The daemon growled. Maelea looked up just as it lifted its arm and swung out.

 

“No!” Maelea watched in horror as the daemon’s claws raked across Gryphon’s chest. His body sailed back into her from the blow, shoving her off the bed and into the wall. The knife flew from his hand. She grunted as she dropped to the floor, as Gryphon landed on top of her. Panic welled as she looked up at the three daemons advancing quickly.

 

“Gryphon!” She wrestled her way out from under him, shook his shoulders. His eyes were closed. Blood welled from deep gashes across his abdomen. For a minute, she thought he was dead, and fear spread to the center of her soul. Then she realized he was still breathing and the muscles around his eyes were tightening as if he were concentrating. Or dreaming. Or freakin’ hallucinating.

 

“Gryphon, wake up.” She grasped his shoulders, shook harder. He still didn’t open his eyes. Belatedly, as she worked like crazy to revive him, she realized the growls had stopped. The room was quiet.
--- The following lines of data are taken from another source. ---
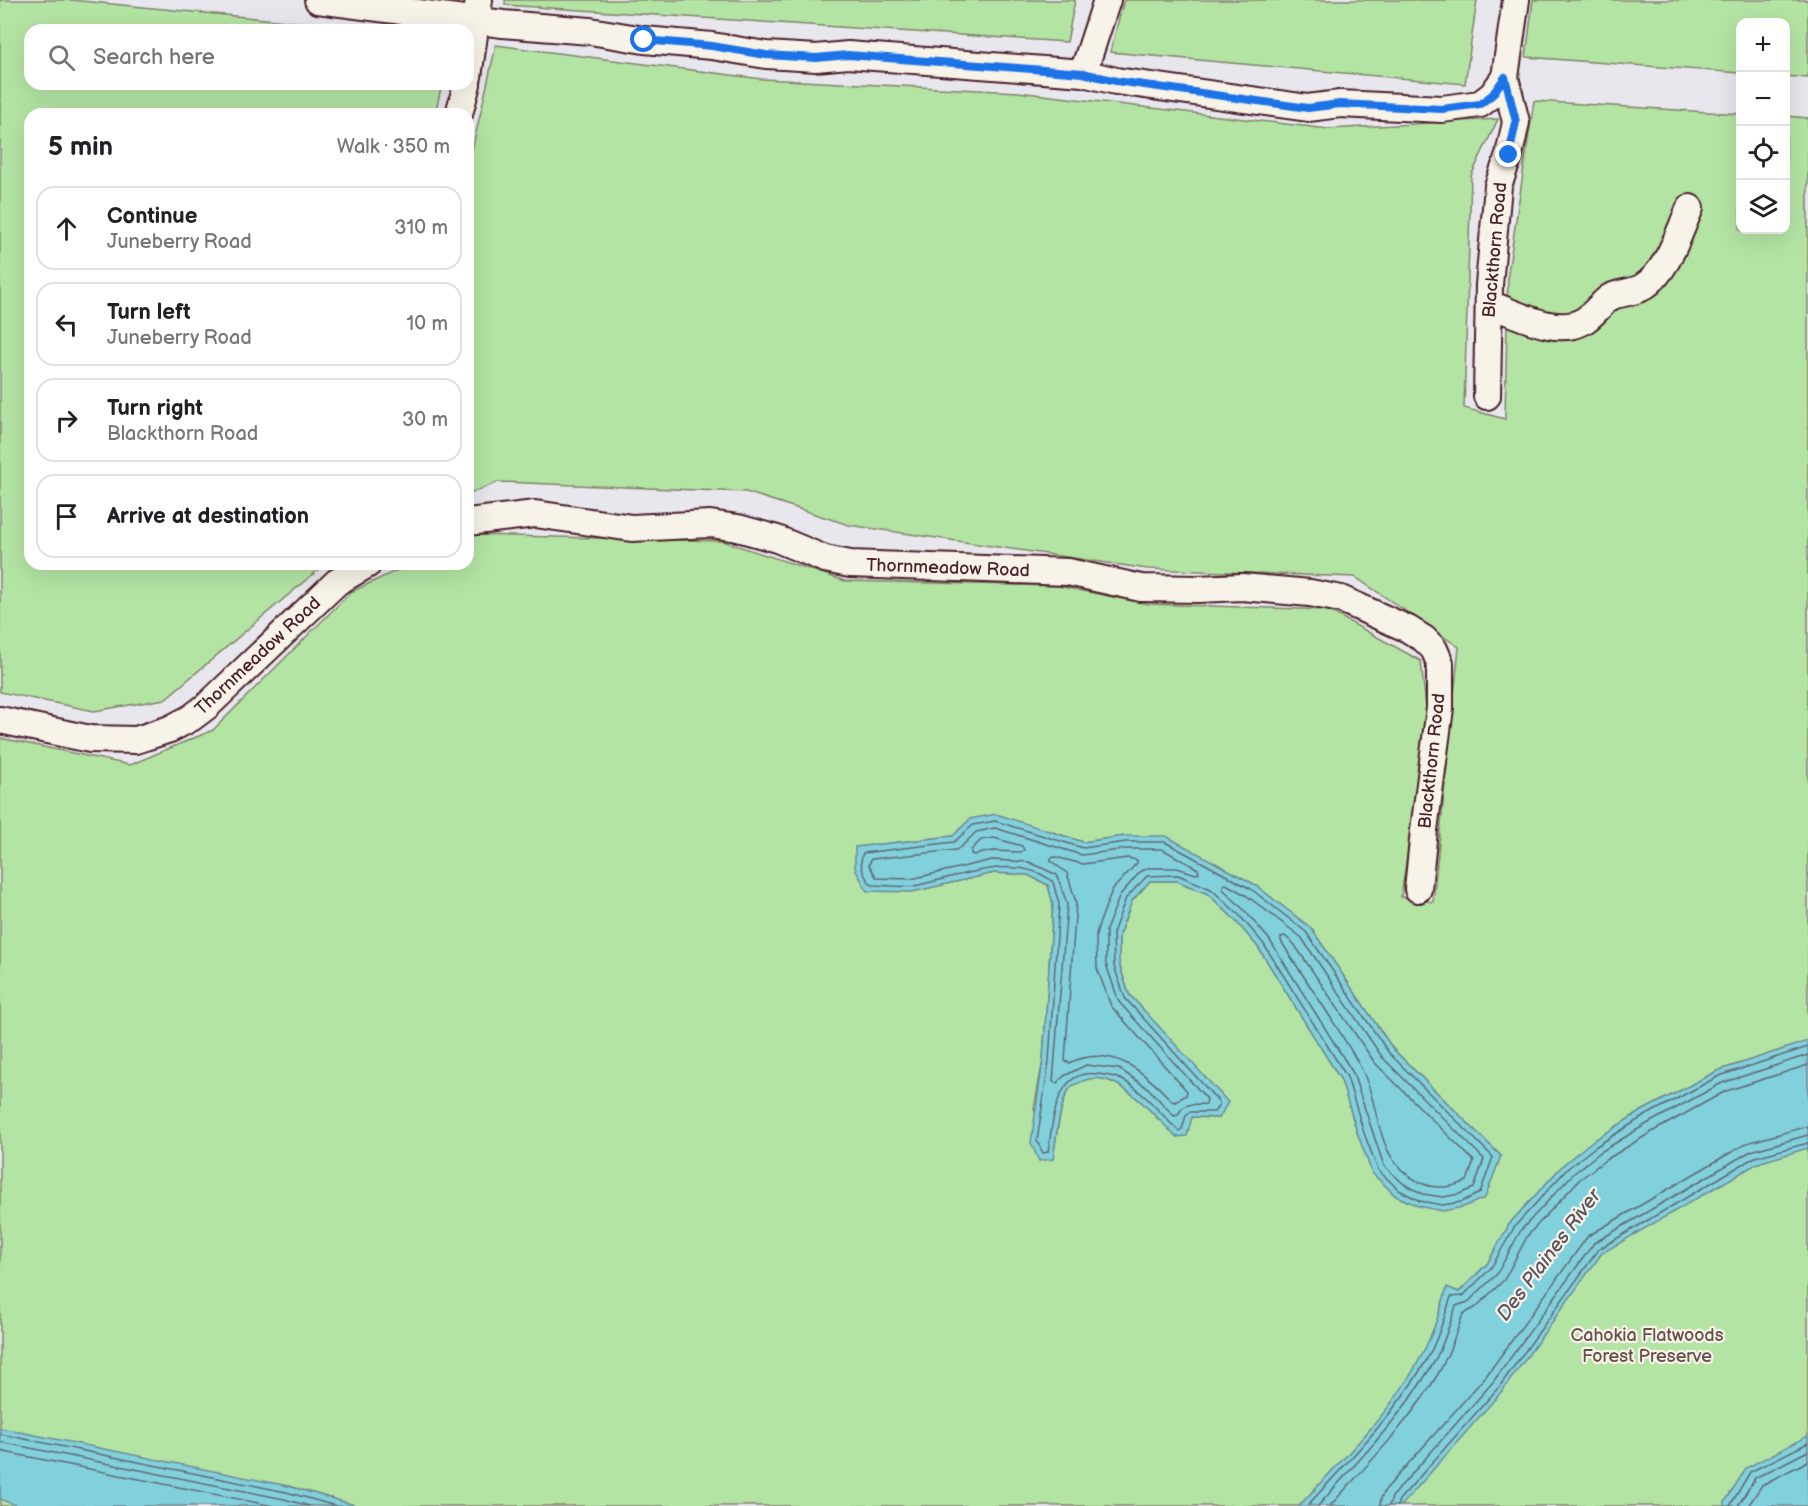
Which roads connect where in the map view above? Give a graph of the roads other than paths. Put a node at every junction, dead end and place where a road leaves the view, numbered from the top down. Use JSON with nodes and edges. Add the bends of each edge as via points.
{"nodes":[{"id":1,"x":318,"y":0,"type":"edge"},
{"id":2,"x":1107,"y":0,"type":"edge"},
{"id":3,"x":1516,"y":0,"type":"edge"},
{"id":4,"x":478,"y":10,"type":"edge"},
{"id":5,"x":474,"y":37,"type":"edge"},
{"id":6,"x":1083,"y":73,"type":"junction"},
{"id":7,"x":1505,"y":77,"type":"junction"},
{"id":8,"x":465,"y":90,"type":"edge"},
{"id":9,"x":461,"y":108,"type":"edge"},
{"id":10,"x":1690,"y":208,"type":"dead end"},
{"id":11,"x":1489,"y":304,"type":"junction"},
{"id":12,"x":1487,"y":396,"type":"dead end"},
{"id":13,"x":474,"y":521,"type":"edge"},
{"id":14,"x":343,"y":573,"type":"edge"},
{"id":15,"x":1424,"y":639,"type":"joint"},
{"id":16,"x":0,"y":720,"type":"edge"},
{"id":17,"x":1419,"y":889,"type":"dead end"}],
"edges":[{"from":1,"to":4,"type":"street"},
{"from":2,"to":6,"type":"street"},
{"from":3,"to":7,"type":"street","name":"Blackthorn Road"},
{"from":4,"to":5,"type":"street"},
{"from":4,"to":6,"type":"street","via":[[644,40],[766,55],[848,55]]},
{"from":6,"to":7,"type":"street","via":[[1308,108],[1340,104],[1442,109],[1480,104]]},
{"from":7,"to":11,"type":"street","name":"Blackthorn Road","via":[[1516,122],[1498,186]]},
{"from":8,"to":9,"type":"street"},
{"from":10,"to":11,"type":"street","via":[[1656,276],[1634,292],[1610,297],[1584,321],[1559,327]]},
{"from":11,"to":12,"type":"street","name":"Blackthorn Road"},
{"from":13,"to":15,"type":"street","name":"Thornmeadow Road","via":[[535,514],[632,528],[710,524],[777,539],[825,559],[850,564],[1068,572],[1141,588],[1242,587],[1310,593],[1341,599]]},
{"from":14,"to":16,"type":"street","name":"Thornmeadow Road","via":[[207,706],[170,729],[136,740],[90,739]]},
{"from":15,"to":17,"type":"street","name":"Blackthorn Road","via":[[1440,663],[1440,708]]}]}
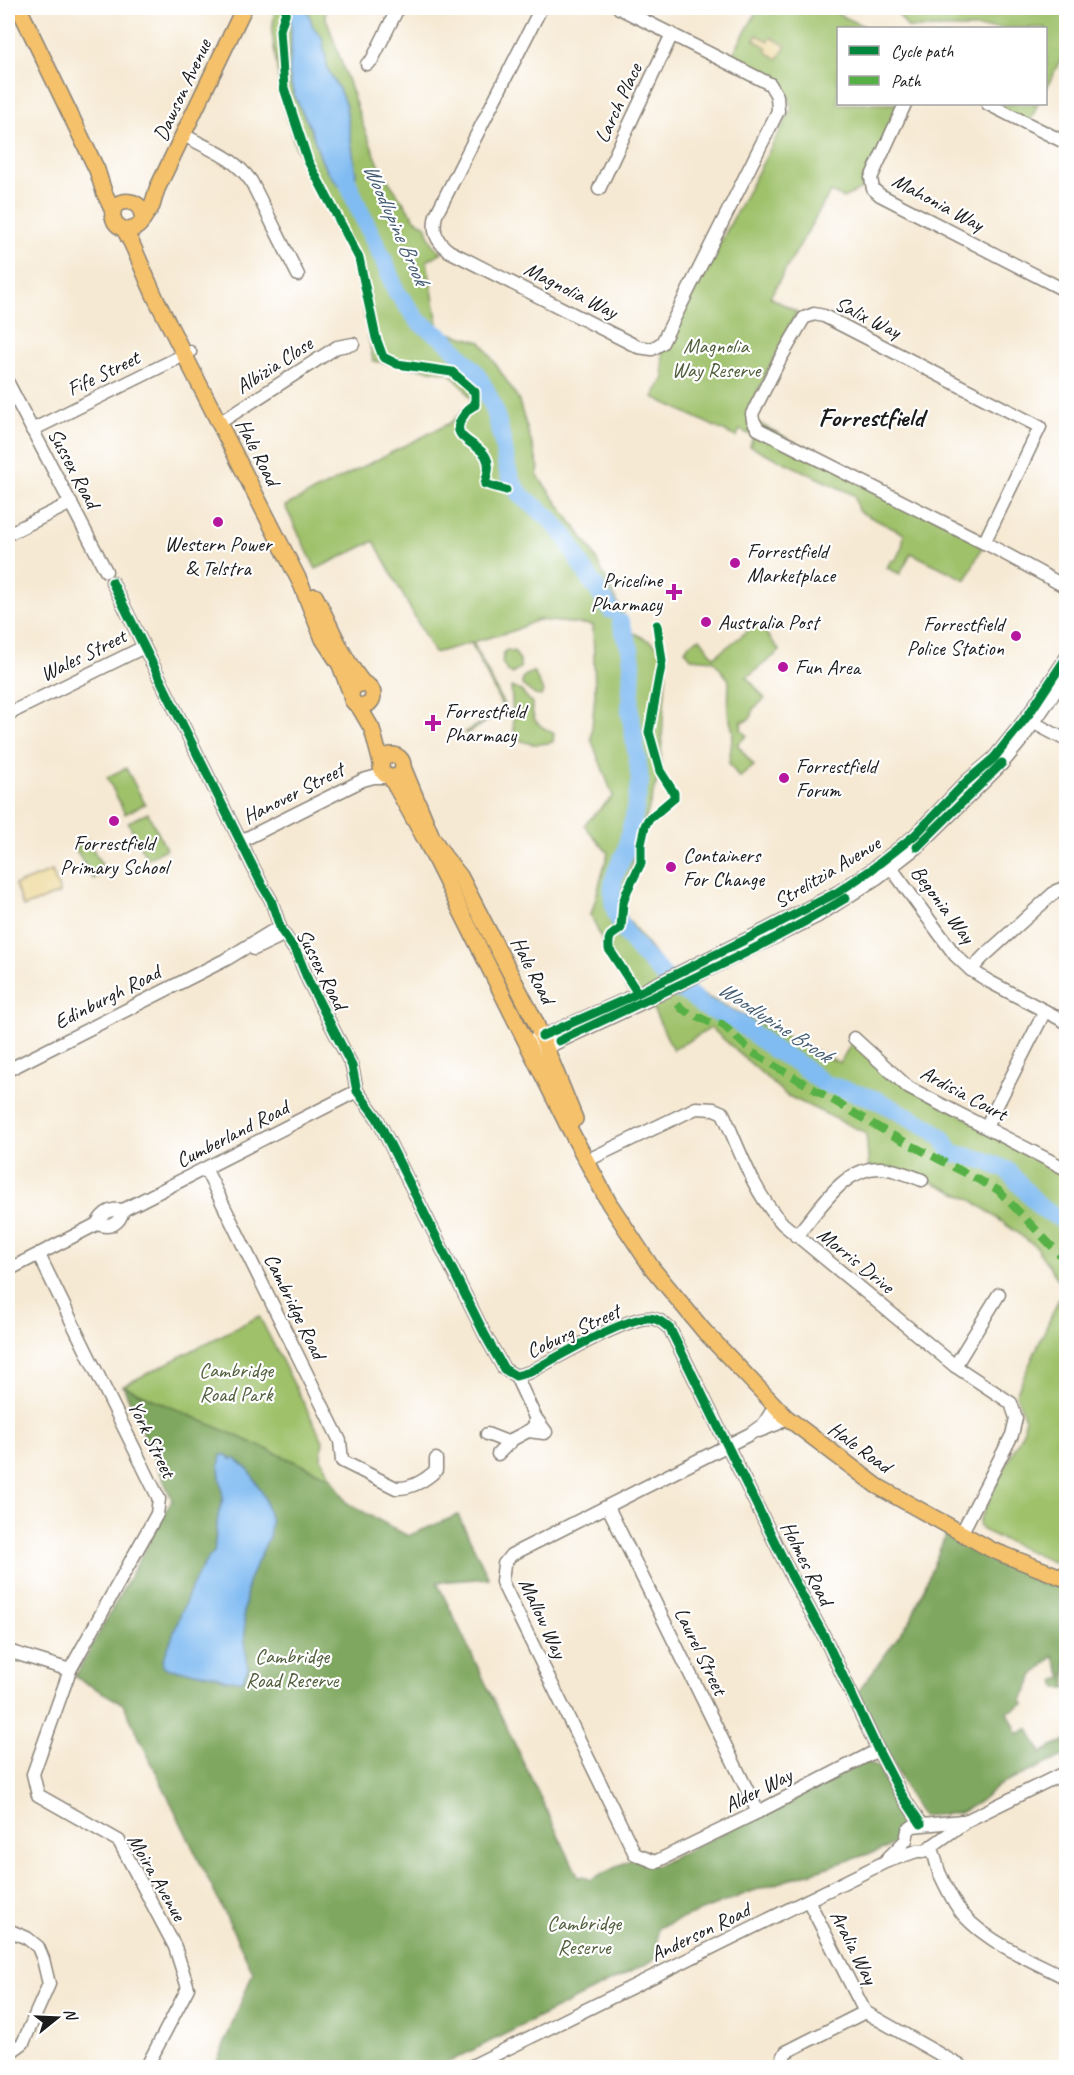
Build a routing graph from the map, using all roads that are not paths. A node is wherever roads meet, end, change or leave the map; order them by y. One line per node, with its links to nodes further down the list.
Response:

She looked across the bed toward the five daemons, four of whom stood frozen midstep. The other lay on the floor where Gryphon had kicked it, still as a statue, blood pulsing from its wounds.

 

Panic and fear intermixed with confusion. She didn’t have a clue what was going on, why the monsters weren’t already killing them, but for whatever reason, they had a chance now. She shook Gryphon again. “Wake up, dammit!”

 

His eyes fluttered open. A dazed look passed over his face. “What are you…waiting for? Run!”

 

Run. Yes. Run. Fear morphed to urgency as Maelea scrambled to her feet. She knew how to run. She was good at it. She’d been running from Hades her whole life. Twenty minutes ago, all she’d wanted was to run from Gryphon.

 

“Run!” Gryphon hollered in a hoarse voice.

 

She turned for the door, stumbled down the hallway. Saw the sword Gryphon had taken from that skeleton in the tunnels below the colony, leaning in the corner.

 

Her feet stilled. Her mind swam. She sensed he’d done something to those daemons, though what or how, she didn’t know. They weren’t dead. For some reason they were frozen. And the urgency in Gryphon’s voice—a voice that had recently whispered how much he needed her—brought her back to reality.

 

He was lying on the floor in there bleeding because he’d stepped in front of her…because he’d protected her. And he no longer had a weapon. If she ran now… If she left him, he’d be killed.

 

Her pulse raced and her heart beat so hard she was sure it had to be bruising her ribs. All these years she’d been hiding. All these years she’d done her best to stay off Hades’s radar. Even though the daemons were technically Atalanta’s creation, they were from the Underworld, from his darkness. If she turned against them, it would eventually reach Hades’s ears.

 

But if she walked away and Gryphon died, she knew she’d never be able to live with herself. She’d stayed hidden not only to protect herself, but to protect those she cared about. And she cared about Gryphon, even after the things he’d done and said to her. Cared more than she should. Because she understood him. Likely in a way no one else ever could.

 

Her hand shook as she wrapped her fingers around the hilt of the sword. But her determination had never been stronger.

 

She rushed back into the room before she could change her mind. Gryphon lay on the far side of the bed, where she’d left him, his torso at an odd angle, his head against the wall, blood welling from the cuts across his chest. His eyelids fluttered when he saw her, that dazed look telling her he was more injured than she’d first thought.